Saturday, August 10, 2019

Scaffolding Sexism


If I were running a lesson on sexism in literature, I wouldn't tell my students that's what I was doing. I would just quiz them to see how many examples they could think of of X (like a woman's body being violated in some way within a literary work). [Naturally I would CN this for students it might upset.]

I would turn it into a competition between them.

Try to catch em all!

Who's smart enough to come up with a few more? How about a few more?

Any others?

The board would fill with HUNDREDS of examples––thousands maybe. They would be crawling over each other to prove their superior knowledge and literary prowess.
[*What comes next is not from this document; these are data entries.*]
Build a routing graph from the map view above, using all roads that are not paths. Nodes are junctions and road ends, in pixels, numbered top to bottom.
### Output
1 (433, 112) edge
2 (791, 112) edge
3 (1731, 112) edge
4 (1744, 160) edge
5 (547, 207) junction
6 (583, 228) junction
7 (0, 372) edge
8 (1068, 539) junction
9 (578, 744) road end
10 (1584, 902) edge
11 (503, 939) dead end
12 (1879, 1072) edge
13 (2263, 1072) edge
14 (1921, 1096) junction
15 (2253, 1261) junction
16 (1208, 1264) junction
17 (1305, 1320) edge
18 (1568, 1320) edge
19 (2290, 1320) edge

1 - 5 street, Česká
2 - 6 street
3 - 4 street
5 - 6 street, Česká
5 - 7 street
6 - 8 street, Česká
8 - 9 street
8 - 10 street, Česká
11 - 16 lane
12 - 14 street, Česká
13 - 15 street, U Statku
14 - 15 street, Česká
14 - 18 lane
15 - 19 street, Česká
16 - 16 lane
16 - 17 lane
We could break them up into categories of egregiousness. They would press to have uncommon interpretations (for example of unwelcome touches) count as an example, and make their case for why it fits. They would come up with arcane examples. They would claim all authors do it a little. They would surreptitiously Google things they'd never even read on their phones and laptops to look smarter. They would show their knowledge off like peacocks.

The board would be stuffed. We would need the side board. We would need to keep going on some poster boards.

I would use their greatest weakness--the need to be RIGHT--against them.

THEN I would spring the trap.

I would explain the trope. I would explain that it is ubiquitous. And it would be far, far too late for their competitive asses to pretend that I had just "cherry picked a few examples."